Surat pertama, atau tepatnya bagian pendahuluan surat, dikutip oleh al-Jahizh (Amr al-Bahr, 163-225/783/869) yang terkenal itu dalam karyanya Kitab al-Hayawan,[4] atas dasar otoritas tiga ‘isnad yang terpercaya. Al-Jahizh mendengar berita tentang surat Maharaja yang ditujukan kepada khalifah Mu’awiyah (41/661) dari Al-Haytsam bin Adi (114-207/732-882) yang mendengar tentangnya dari Abu Ya’qub al-Tsaqofi, yang pada gilirannya mendengar tentang surat itu dari Abd al-Malik bin Umayr (33-136/653-753) yang melihat surat itu pada diwan (sekretaris) Mu’awiyah itu, sehingga kita tak tahu isi sebenarnya surat tersebut. Tetapi pendahuluan surat itu mempunyai gaya tipikal surat-surat resmi penguasa Nusantara.[5] Setelah mengemukakan ‘isnad yang disebutkan tadi, Al-Jahizh meriwayatkan pembukaan surat tersebut :
(Dari Raja al-Hind – atau tepatnya kepulauan India) yang kadang binatangnya berisikan seribu gajah, (dan) yang istananya terbuat dari emas dan perak, yang dilayani seribu putri raja-raja, dan yang memiliki dua sungai besar (Batanghari dan Musi), yang mengairi pohon gaharu (al-Des), kepada Muawiyah……..[6]
Surat kedua, yang mempunyai nada yang sama, jauh lebih lengkap. Baik pembukaan dan isi surat itu diselamatkan oleh Ibn Abd al-Rabbih (246-329/860-940) dalam karyanya al-Iqd al-Farid. Surat yang dialamatkan kepada khalifah Umar bin Abdul al-Aziz (99-102/717-720).

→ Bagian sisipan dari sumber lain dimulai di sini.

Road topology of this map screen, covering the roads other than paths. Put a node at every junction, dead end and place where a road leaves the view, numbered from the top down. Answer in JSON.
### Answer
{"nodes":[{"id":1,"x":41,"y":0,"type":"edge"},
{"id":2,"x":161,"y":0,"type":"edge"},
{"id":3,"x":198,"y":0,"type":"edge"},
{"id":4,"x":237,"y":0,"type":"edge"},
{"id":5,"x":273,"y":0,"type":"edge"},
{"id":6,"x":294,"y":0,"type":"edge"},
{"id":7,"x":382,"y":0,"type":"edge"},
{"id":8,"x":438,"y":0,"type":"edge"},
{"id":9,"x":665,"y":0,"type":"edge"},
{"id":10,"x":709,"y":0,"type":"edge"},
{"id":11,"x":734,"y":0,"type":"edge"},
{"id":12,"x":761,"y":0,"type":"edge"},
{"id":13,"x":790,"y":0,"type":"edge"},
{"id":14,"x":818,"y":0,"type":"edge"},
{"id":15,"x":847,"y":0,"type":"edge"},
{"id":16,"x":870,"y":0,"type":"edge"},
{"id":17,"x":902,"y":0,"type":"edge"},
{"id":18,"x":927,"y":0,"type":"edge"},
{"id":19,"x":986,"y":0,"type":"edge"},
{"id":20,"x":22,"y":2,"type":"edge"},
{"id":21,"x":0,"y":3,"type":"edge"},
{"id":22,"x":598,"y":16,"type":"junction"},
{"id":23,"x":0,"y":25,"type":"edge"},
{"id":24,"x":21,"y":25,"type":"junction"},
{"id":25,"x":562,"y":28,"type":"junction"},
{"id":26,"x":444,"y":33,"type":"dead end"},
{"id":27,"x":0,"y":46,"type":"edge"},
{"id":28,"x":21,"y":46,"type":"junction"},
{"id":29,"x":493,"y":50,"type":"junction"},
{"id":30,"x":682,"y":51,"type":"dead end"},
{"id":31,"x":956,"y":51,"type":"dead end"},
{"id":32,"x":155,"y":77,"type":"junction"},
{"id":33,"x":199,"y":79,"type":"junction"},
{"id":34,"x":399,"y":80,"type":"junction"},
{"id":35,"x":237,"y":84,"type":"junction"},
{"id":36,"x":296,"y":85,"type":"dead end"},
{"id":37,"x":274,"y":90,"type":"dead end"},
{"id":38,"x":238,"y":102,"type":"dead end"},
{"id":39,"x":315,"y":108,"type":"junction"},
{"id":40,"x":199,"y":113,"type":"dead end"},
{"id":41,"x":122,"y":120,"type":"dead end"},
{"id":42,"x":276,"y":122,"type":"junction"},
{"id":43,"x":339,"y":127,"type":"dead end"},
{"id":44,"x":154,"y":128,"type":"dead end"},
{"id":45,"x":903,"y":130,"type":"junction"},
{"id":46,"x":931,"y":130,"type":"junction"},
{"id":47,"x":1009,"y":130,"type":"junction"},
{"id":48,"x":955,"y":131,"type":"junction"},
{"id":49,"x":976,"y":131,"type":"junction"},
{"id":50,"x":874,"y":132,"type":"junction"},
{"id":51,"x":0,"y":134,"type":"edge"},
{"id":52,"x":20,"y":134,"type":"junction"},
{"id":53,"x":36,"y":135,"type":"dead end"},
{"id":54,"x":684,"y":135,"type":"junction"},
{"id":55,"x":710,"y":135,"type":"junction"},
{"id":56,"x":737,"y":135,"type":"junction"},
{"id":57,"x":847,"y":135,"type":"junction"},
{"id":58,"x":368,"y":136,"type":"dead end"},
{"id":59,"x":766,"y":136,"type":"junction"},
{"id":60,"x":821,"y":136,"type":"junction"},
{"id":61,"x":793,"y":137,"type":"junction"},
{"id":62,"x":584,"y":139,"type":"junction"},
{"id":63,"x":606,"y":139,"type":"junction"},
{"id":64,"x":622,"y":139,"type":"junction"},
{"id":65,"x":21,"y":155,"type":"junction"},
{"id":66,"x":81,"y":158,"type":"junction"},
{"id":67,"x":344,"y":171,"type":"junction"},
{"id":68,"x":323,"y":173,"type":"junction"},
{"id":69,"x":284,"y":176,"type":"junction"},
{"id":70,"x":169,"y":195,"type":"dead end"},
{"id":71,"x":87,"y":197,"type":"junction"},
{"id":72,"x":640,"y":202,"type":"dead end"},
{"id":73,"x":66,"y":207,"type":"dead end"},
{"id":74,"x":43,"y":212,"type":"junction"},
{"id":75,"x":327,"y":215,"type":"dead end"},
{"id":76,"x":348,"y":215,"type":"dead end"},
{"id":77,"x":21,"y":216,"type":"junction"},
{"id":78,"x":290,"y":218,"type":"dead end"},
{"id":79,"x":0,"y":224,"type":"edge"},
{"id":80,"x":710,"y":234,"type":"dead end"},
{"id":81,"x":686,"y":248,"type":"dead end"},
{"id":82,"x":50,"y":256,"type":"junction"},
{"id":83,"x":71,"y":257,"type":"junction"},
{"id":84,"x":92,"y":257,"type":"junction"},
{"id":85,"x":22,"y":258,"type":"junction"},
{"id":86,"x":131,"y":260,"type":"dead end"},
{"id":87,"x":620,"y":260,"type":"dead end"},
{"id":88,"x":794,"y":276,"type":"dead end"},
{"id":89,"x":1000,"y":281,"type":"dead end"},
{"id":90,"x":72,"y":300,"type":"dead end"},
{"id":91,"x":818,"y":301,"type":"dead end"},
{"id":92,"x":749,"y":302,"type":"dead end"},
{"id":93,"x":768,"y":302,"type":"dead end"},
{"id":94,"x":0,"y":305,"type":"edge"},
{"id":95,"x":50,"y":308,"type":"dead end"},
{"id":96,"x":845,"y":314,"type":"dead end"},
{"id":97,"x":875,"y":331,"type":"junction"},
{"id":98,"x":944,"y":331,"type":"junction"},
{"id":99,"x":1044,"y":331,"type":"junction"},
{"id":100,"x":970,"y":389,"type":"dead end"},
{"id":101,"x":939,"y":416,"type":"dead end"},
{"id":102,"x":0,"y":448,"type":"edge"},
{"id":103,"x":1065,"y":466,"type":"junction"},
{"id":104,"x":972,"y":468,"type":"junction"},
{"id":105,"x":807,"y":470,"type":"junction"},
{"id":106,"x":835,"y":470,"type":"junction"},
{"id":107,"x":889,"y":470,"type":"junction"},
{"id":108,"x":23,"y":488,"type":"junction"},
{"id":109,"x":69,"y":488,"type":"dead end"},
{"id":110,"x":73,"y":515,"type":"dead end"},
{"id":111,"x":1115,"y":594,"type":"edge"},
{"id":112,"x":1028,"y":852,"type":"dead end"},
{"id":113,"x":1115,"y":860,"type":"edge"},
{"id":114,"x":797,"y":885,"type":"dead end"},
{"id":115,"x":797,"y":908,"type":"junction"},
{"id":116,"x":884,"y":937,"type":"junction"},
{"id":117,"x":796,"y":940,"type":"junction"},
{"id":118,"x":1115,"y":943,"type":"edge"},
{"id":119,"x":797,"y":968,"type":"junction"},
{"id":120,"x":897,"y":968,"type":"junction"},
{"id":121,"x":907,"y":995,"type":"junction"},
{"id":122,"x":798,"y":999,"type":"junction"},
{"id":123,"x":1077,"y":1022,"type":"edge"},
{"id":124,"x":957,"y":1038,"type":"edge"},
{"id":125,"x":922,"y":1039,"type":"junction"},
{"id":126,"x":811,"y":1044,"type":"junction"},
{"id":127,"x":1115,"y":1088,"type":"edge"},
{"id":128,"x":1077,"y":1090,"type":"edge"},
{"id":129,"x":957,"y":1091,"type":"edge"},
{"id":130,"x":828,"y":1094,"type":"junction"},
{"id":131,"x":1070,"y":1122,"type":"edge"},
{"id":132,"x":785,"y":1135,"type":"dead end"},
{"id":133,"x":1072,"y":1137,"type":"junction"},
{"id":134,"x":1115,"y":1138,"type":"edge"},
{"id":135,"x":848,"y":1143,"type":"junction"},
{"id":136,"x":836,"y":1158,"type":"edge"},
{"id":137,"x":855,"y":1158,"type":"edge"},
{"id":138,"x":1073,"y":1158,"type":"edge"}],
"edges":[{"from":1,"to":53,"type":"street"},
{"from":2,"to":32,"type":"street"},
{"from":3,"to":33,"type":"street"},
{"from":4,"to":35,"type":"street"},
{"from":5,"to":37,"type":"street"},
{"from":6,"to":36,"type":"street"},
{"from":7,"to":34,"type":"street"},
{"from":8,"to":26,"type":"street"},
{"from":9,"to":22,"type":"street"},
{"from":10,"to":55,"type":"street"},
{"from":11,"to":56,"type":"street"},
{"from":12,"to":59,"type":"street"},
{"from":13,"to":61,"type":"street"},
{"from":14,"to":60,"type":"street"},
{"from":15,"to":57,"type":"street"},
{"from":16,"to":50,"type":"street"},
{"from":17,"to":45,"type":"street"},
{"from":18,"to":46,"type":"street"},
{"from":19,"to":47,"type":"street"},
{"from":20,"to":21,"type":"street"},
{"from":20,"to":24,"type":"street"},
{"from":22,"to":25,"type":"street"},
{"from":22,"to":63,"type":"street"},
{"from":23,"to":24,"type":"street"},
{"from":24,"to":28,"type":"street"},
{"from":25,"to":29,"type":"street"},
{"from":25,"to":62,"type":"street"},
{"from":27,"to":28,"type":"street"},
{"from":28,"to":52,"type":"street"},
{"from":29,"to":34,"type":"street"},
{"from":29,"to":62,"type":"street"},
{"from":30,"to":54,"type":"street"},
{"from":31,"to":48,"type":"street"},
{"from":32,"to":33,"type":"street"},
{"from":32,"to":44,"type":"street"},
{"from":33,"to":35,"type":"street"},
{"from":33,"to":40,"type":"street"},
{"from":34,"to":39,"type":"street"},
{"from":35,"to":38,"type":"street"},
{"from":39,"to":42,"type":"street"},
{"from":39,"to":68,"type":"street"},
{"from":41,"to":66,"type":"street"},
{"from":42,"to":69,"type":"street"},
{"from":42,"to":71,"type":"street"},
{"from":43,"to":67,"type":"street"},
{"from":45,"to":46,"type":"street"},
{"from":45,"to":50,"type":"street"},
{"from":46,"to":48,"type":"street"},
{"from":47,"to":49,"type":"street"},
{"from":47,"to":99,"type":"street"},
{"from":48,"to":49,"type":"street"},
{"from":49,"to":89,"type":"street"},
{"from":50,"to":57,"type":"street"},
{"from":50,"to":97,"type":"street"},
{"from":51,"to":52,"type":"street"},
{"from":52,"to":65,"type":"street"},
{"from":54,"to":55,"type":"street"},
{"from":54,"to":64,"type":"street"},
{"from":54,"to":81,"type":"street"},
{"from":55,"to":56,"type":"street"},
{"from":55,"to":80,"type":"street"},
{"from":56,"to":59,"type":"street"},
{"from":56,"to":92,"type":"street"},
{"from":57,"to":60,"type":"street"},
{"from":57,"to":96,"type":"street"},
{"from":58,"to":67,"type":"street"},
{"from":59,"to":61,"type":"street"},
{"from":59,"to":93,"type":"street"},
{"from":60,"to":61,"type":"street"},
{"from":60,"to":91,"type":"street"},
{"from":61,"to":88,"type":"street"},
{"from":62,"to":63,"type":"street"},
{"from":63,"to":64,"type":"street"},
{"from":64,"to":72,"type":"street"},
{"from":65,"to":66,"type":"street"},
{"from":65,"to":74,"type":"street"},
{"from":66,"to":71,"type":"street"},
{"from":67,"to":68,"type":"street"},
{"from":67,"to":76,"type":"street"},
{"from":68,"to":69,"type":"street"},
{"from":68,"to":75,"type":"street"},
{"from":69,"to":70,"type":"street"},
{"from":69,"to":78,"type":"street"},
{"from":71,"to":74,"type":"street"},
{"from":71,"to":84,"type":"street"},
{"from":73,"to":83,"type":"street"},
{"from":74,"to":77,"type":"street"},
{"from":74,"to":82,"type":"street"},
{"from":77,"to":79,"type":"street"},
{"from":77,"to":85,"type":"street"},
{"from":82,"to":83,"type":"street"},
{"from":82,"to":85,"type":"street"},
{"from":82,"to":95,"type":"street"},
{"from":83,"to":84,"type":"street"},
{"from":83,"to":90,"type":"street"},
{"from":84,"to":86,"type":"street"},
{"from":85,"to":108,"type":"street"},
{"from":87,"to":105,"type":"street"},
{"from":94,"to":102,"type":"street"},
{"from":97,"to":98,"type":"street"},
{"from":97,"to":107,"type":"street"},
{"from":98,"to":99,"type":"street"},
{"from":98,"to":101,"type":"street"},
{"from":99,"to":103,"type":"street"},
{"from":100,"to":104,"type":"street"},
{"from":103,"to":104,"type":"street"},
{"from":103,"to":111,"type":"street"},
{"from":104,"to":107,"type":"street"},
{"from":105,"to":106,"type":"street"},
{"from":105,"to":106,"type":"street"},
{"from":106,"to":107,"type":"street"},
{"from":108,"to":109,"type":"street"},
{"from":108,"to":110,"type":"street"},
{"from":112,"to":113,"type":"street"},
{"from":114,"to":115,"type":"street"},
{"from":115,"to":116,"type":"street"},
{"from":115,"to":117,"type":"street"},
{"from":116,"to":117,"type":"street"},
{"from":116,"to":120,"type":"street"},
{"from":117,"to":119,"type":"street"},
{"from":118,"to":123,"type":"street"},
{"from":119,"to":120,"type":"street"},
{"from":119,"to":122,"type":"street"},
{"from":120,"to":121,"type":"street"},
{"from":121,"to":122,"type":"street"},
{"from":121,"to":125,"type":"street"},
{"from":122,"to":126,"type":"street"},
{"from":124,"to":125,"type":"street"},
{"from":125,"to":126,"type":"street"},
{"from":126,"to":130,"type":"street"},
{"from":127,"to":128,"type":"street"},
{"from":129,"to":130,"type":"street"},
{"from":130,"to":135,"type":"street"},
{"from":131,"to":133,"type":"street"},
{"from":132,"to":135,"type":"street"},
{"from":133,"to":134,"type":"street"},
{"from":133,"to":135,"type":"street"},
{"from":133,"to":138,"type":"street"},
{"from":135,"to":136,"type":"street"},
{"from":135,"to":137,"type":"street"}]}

Meski terdapat cukup banyak pedagang muslim Arab atau Persia di Nusantara dalam sejumlah kasus di atas diangkat penguasa-penguasa Nusantara sebagai duta ke Cina – harus diakui bahwa pengetahuan muslim Timur Tengah tentang Nusantara, tetapi mereka tampaknya lebih tertarik pada data geografis dan navigasi ketimbang pada informasi tentang kondisi sosial, keagamaan dan antropologis penduduk nusantara. Karena itu kebanyakan merupakan karya-karya geografis dan nautik. Riwayat-riwayat para pengembara yang memberikan informasi lainnya jarang ditemukan. Jika ada riwayat lain sampai ke tangan kita, maka sulit sekali untuk dikatakan orisinil; kebanyakannya dikumpulkan dari informasi-informasi terpencar-pencar yang berasal dari berbagai kurun waktu yang berbeda. Dalam banyak kasus, komplikasi-komplikasi ini kemudian dikopi oleh banyak penulis, yang sering memberikan tambahan-tambahan atau membuang informasi tertentu dari riwayat-riwayat lebih awal, yang sebenarnya menjadi tulisan mereka sendiri.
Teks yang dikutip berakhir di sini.